To empower a community to use the resources they have on hand, development engineers must get into the nuances of the everyday lives of those they aid. Development engineering uses analysis, user research, and design methodology to come up with solutions and then test those solutions to make sure they really work. Development engineers’ solutions are created with first-hand input from people immersed in the community. Exploring the locals’ knowledge and skills enable development engineers to find scalable — and sustainable — solutions.
VIA screening traditionally relies on community doctors or local medical staff to screen for cervical cancer. Development engineers created a kit, called Visualize, that teaches anyone how to use the VIA screen. This kit allows local midwives to screen for cervical cancer. Image by Ashley Truxal.

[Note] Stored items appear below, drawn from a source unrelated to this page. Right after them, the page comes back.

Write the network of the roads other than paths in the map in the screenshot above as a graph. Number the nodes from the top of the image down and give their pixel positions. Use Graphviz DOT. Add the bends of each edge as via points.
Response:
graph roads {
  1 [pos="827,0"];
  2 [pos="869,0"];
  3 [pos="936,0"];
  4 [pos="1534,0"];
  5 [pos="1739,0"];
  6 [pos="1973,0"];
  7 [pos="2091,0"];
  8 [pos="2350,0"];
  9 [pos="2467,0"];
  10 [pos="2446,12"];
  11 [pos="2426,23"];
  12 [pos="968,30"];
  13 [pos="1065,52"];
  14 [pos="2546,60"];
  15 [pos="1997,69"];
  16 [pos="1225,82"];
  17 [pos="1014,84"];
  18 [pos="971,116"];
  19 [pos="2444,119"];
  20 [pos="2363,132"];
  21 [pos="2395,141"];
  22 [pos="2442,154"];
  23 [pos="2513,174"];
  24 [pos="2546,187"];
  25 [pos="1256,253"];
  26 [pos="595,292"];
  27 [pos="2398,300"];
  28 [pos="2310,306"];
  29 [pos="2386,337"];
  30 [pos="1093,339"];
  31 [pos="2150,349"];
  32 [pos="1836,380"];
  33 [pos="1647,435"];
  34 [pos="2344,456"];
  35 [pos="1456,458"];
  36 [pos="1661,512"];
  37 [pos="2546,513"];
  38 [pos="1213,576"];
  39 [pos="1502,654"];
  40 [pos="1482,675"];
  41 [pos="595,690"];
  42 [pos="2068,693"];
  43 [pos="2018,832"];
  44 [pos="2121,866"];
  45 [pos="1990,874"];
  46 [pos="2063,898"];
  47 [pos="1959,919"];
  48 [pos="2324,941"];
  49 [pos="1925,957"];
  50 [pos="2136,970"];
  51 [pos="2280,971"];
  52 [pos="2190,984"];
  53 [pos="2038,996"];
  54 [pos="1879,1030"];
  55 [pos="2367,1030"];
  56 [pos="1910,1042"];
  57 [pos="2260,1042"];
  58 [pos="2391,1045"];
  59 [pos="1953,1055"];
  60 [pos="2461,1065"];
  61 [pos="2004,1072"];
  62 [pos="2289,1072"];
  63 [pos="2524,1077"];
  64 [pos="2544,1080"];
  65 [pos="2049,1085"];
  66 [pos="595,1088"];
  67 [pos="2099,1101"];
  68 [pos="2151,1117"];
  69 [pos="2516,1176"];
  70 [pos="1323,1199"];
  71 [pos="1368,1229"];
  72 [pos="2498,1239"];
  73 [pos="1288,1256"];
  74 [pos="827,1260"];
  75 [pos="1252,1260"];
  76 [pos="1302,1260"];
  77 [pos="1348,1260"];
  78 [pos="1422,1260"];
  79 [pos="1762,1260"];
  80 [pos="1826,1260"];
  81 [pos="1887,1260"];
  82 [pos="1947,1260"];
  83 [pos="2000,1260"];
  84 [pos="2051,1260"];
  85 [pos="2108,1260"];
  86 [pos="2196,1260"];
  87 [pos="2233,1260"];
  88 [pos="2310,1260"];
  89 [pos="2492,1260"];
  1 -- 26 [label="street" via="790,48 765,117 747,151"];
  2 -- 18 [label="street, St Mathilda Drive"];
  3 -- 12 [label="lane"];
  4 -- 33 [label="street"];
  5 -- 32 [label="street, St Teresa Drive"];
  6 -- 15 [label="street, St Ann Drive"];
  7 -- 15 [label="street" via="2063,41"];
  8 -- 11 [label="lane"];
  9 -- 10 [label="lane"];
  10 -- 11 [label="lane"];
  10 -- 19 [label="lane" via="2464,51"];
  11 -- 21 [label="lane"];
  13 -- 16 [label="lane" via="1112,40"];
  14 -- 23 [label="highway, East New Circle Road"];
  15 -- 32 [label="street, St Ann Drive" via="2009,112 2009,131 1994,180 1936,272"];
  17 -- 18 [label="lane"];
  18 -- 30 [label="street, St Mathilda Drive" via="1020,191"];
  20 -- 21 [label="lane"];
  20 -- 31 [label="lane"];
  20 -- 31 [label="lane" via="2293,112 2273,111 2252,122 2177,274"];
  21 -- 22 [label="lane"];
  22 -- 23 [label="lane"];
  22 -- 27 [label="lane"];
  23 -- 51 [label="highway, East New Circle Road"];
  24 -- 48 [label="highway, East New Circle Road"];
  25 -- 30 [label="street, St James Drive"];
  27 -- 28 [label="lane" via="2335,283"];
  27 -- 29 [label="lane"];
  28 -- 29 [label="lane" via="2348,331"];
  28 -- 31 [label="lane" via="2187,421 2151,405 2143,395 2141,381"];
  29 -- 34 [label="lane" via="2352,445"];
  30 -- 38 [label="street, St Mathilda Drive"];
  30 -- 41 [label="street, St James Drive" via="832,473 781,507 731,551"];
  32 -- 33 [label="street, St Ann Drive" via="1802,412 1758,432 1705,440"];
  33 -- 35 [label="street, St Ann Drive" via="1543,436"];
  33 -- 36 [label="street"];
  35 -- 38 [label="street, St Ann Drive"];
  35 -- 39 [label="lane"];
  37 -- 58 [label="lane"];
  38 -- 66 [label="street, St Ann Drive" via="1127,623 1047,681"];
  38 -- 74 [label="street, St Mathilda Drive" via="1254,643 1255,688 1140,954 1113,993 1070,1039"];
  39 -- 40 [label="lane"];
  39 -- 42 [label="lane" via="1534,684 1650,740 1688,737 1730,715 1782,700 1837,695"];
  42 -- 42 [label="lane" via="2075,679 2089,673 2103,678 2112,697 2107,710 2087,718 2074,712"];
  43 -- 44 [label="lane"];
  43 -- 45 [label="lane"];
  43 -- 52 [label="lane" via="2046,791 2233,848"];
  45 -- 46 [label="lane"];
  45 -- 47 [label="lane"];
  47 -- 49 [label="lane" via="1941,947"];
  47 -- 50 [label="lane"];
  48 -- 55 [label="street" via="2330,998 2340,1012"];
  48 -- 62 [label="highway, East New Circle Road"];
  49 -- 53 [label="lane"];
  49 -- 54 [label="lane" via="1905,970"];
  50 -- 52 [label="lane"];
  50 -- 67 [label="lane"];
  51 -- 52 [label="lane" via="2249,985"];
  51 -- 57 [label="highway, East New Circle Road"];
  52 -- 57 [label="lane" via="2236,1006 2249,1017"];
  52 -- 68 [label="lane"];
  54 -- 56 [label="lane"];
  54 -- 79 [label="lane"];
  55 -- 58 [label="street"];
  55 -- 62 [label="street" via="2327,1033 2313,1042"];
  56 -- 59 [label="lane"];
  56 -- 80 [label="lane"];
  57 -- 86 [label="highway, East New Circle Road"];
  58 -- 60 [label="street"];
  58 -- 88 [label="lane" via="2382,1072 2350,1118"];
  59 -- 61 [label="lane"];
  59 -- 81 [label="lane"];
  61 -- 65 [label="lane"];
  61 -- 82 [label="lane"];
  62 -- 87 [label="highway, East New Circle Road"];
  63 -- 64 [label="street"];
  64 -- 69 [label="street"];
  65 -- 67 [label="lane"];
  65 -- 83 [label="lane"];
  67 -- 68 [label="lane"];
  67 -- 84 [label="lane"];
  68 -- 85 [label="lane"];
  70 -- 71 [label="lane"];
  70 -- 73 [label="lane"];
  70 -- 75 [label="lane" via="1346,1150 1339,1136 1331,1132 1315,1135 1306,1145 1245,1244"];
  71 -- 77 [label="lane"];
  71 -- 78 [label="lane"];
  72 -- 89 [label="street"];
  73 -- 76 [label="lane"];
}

Julia Kramer’s research on VIA cervical cancer screening to rural communities is also highlighted:
Recently, a team of development engineers has been working to enable women to monitor their cervical health even without trained medical staff. The UC Berkeley team is led by Julia Kramer, a graduate student in the UC Berkeley Haas School of Business, who co-founded Visualize, a project to design and implement training for VIA cervical cancer screening in Africa. What began as immersive research project in Ghana led to an idea to empower local women by training midwives to screen for cervical cancer. While several organizations have worked to bring VIA cervical cancer screening to rural communities, none have taken the novel approach of empowering midwives. Midwives are traditional providers of reproductive healthcare in these communities, and by developing a technology to train them in the VIA screening methods, women can effectively help other women prevent cancer.